Healthy Breakfast tips from Kenyan Mums
We all know by now that breakfast is the most important meal of the day. Skipping breakfast will have you in a slump after about two hours of waking.
Think of breakfast as the fuel that drives your engine. It is very likely that you won’t make up your daily vitamin and mineral count once you miss breakfast. You should, therefore, strive to eat a good breakfast every day.
For kids, breakfast is reportedly three times as important as it is for adults for physical and mental growth. Kids expend huge amounts of energy while playing and require nutritious meals to keep them going.
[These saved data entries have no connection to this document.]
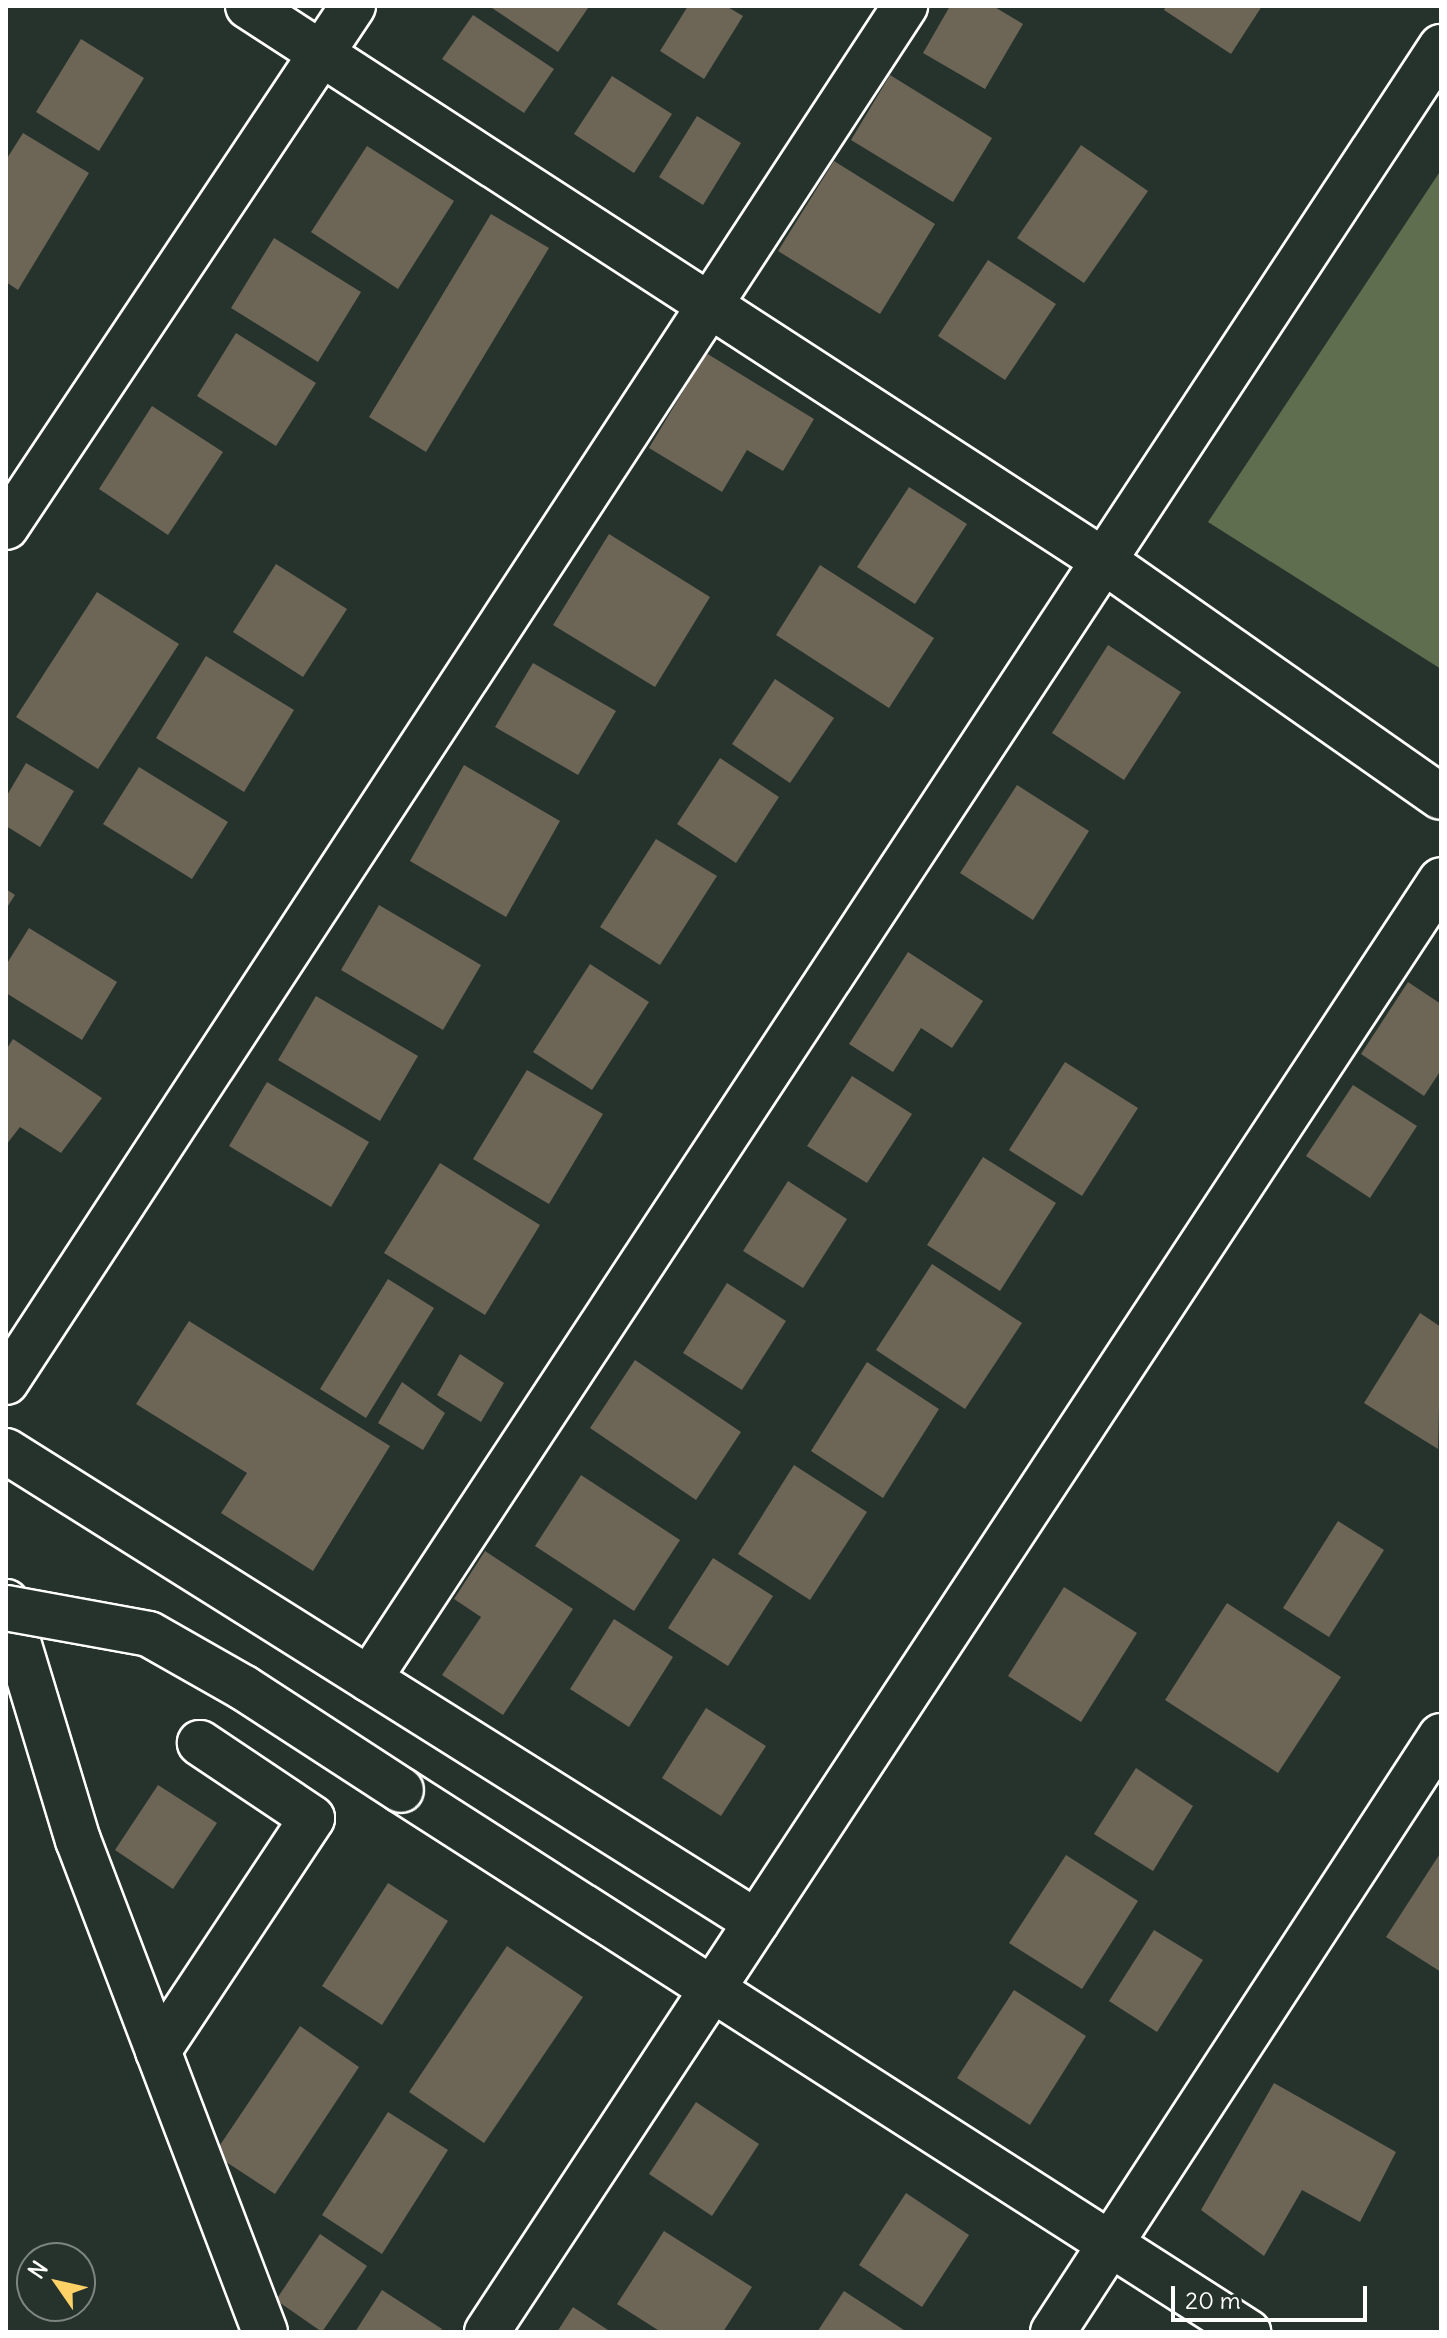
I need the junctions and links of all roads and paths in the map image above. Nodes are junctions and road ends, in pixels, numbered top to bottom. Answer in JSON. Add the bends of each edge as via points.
{"nodes":[{"id":1,"x":248,"y":6,"type":"edge"},
{"id":2,"x":353,"y":6,"type":"edge"},
{"id":3,"x":905,"y":6,"type":"edge"},
{"id":4,"x":1441,"y":47,"type":"edge"},
{"id":5,"x":322,"y":54,"type":"junction"},
{"id":6,"x":710,"y":305,"type":"junction"},
{"id":7,"x":6,"y":527,"type":"edge"},
{"id":8,"x":1104,"y":561,"type":"junction"},
{"id":9,"x":1441,"y":797,"type":"edge"},
{"id":10,"x":1441,"y":880,"type":"edge"},
{"id":11,"x":6,"y":1382,"type":"edge"},
{"id":12,"x":6,"y":1451,"type":"edge"},
{"id":13,"x":6,"y":1602,"type":"edge"},
{"id":14,"x":6,"y":1608,"type":"edge"},
{"id":15,"x":369,"y":1679,"type":"junction"},
{"id":16,"x":1441,"y":1736,"type":"edge"},
{"id":17,"x":200,"y":1743,"type":"dead end"},
{"id":18,"x":756,"y":1922,"type":"junction"},
{"id":19,"x":711,"y":1990,"type":"junction"},
{"id":20,"x":158,"y":2051,"type":"junction"},
{"id":21,"x":1111,"y":2243,"type":"junction"},
{"id":22,"x":265,"y":2332,"type":"edge"},
{"id":23,"x":487,"y":2332,"type":"edge"},
{"id":24,"x":1053,"y":2332,"type":"edge"},
{"id":25,"x":1248,"y":2332,"type":"edge"}],
"edges":[{"from":1,"to":5,"type":"street"},
{"from":2,"to":5,"type":"street"},
{"from":3,"to":6,"type":"street"},
{"from":4,"to":8,"type":"street"},
{"from":5,"to":6,"type":"street"},
{"from":5,"to":7,"type":"street"},
{"from":6,"to":8,"type":"street"},
{"from":6,"to":11,"type":"street"},
{"from":8,"to":9,"type":"street"},
{"from":8,"to":15,"type":"street"},
{"from":10,"to":18,"type":"street"},
{"from":12,"to":15,"type":"street"},
{"from":13,"to":20,"type":"street","via":[[78,1840]]},
{"from":14,"to":19,"type":"street","bridge":true,"via":[[149,1634],[244,1688]]},
{"from":15,"to":18,"type":"street"},
{"from":16,"to":21,"type":"street"},
{"from":17,"to":20,"type":"street","via":[[312,1818]]},
{"from":18,"to":19,"type":"street"},
{"from":19,"to":21,"type":"street"},
{"from":19,"to":23,"type":"street"},
{"from":20,"to":22,"type":"street"},
{"from":21,"to":24,"type":"street"},
{"from":21,"to":25,"type":"street"}]}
Their brains also require energy to be able to pay attention and maintain focus while in class.
Kindergarten teachers emphasize the importance of kids coming to school with full bellies to sustain them through a busy morning of learning and playing.
They can often see the difference when kids are fed a nutritious breakfast. So, according to the experts, what should your family wake up to for their breakfast?
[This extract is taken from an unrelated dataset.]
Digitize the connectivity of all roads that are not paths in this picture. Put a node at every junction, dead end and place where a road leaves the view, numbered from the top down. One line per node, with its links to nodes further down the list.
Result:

Porridge (Uji) is an easy-peasy dish full of nourishment. It’s easy to make and easy on the pocket. Millet contains high amounts of fibre and phosphorus. It’s also loaded with energy making it perfect for jumpstarting your body.
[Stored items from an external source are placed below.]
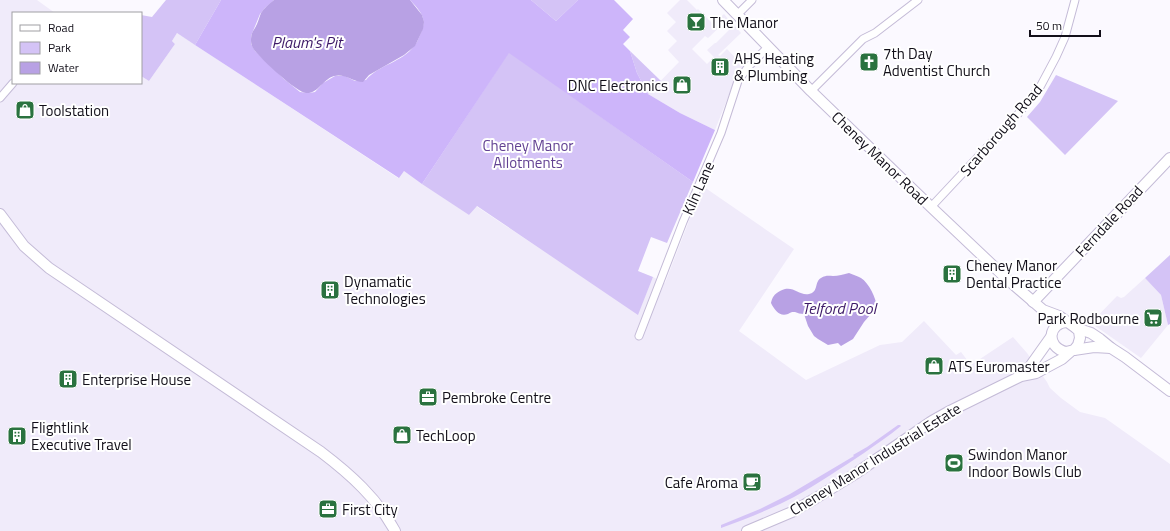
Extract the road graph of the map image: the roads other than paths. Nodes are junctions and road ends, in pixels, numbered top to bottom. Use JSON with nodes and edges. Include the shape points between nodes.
{"nodes":[{"id":1,"x":723,"y":0,"type":"edge"},
{"id":2,"x":752,"y":0,"type":"edge"},
{"id":3,"x":918,"y":0,"type":"edge"},
{"id":4,"x":1075,"y":0,"type":"edge"},
{"id":5,"x":737,"y":15,"type":"junction"},
{"id":6,"x":768,"y":47,"type":"junction"},
{"id":7,"x":12,"y":84,"type":"edge"},
{"id":8,"x":811,"y":91,"type":"junction"},
{"id":9,"x":0,"y":98,"type":"edge"},
{"id":10,"x":1170,"y":158,"type":"edge"},
{"id":11,"x":931,"y":207,"type":"junction"},
{"id":12,"x":0,"y":214,"type":"edge"},
{"id":13,"x":1033,"y":302,"type":"junction"},
{"id":14,"x":1043,"y":310,"type":"junction"},
{"id":15,"x":1072,"y":325,"type":"junction"},
{"id":16,"x":1052,"y":334,"type":"junction"},
{"id":17,"x":639,"y":336,"type":"dead end"},
{"id":18,"x":1111,"y":348,"type":"junction"},
{"id":19,"x":1072,"y":351,"type":"junction"},
{"id":20,"x":1024,"y":375,"type":"junction"},
{"id":21,"x":1170,"y":391,"type":"edge"},
{"id":22,"x":395,"y":531,"type":"edge"},
{"id":23,"x":747,"y":531,"type":"edge"}],
"edges":[{"from":1,"to":5,"type":"street","name":"Cheney Manor Road"},
{"from":2,"to":5,"type":"street"},
{"from":3,"to":8,"type":"street","via":[[875,34],[863,39]]},
{"from":4,"to":11,"type":"street","name":"Scarborough Road","via":[[1065,37],[1040,87]]},
{"from":5,"to":6,"type":"street","name":"Cheney Manor Road"},
{"from":6,"to":8,"type":"street","name":"Cheney Manor Road"},
{"from":6,"to":17,"type":"street","name":"Kiln Lane","via":[[738,81],[717,145],[678,234]]},
{"from":7,"to":9,"type":"street"},
{"from":8,"to":11,"type":"street","name":"Cheney Manor Road"},
{"from":10,"to":13,"type":"street","name":"Ferndale Road"},
{"from":11,"to":13,"type":"street","name":"Cheney Manor Road"},
{"from":12,"to":22,"type":"street","via":[[24,246],[49,268],[342,468],[379,506]]},
{"from":13,"to":14,"type":"street","name":"Cheney Manor Road"},
{"from":14,"to":15,"type":"street","name":"Cheney Manor Road","via":[[1059,316]]},
{"from":14,"to":16,"type":"street","name":"Cheney Manor Road","via":[[1050,322]]},
{"from":15,"to":16,"type":"street","via":[[1060,324]]},
{"from":15,"to":18,"type":"street","name":"Cheney Manor Road","via":[[1100,338]]},
{"from":15,"to":19,"type":"street","via":[[1080,338]]},
{"from":16,"to":19,"type":"street","via":[[1056,348],[1062,352]]},
{"from":16,"to":20,"type":"street","name":"Cheney Manor Industrial Estate"},
{"from":18,"to":19,"type":"street","via":[[1094,347]]},
{"from":18,"to":21,"type":"street","name":"Cheney Manor Road"},
{"from":19,"to":20,"type":"street","name":"Cheney Manor Industrial Estate","via":[[1055,364],[1036,373]]},
{"from":20,"to":23,"type":"street","name":"Cheney Manor Industrial Estate","via":[[932,421],[792,512]]}]}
Quite a number of Kenyan mums serve their kids uji for breakfast. Add some blueband to give it extra nutrition and flavour. Some mums even add nuts, honey or slices of fruit to give it a zingy taste.
Serving sweet or savoury pastries goes a long way in making breakfast time momentous. Croissants (can you pronounce it as well as you can eat it?) are yummy if done right. Scones with raisins or chapati might be an easier alternative for the less daring.
Crunchy cereal with milk is everybody’s favourite breakfast dish. The beauty of cereal is that it loaded with important vitamins such as folic acid and B2 which are key for physical development. If store-bought cereal doesn’t sit well with you, opt for homemade muesli. Muesli is essentially a mix of oats, nuts and dried fruit. When making your own, you can add melted blueband with honey – this also works when making homemade granola and flapjacks. Both options are great to make with kids.
Sweet potato and arrowroots
Sweet potato is a great source of vitamin A, beta carotene, complex carbohydrates and macronutrients. It literally sits in your stomach making you feel fuller and satisfied for longer.
In fact, some doctors are even calling sweet potato a superfood. An added plus is that preparing sweet potatoes and arrowroots only require that you have a pan and water. I boil mine then slice and sautee in some blue band and serve with scrambled eggs for a great-tasting breakfast.
Don’t forget that healthy is never complete without fruit so make sure you serve some with any breakfast dishes to achieve the #GoodBreakfastChallenge.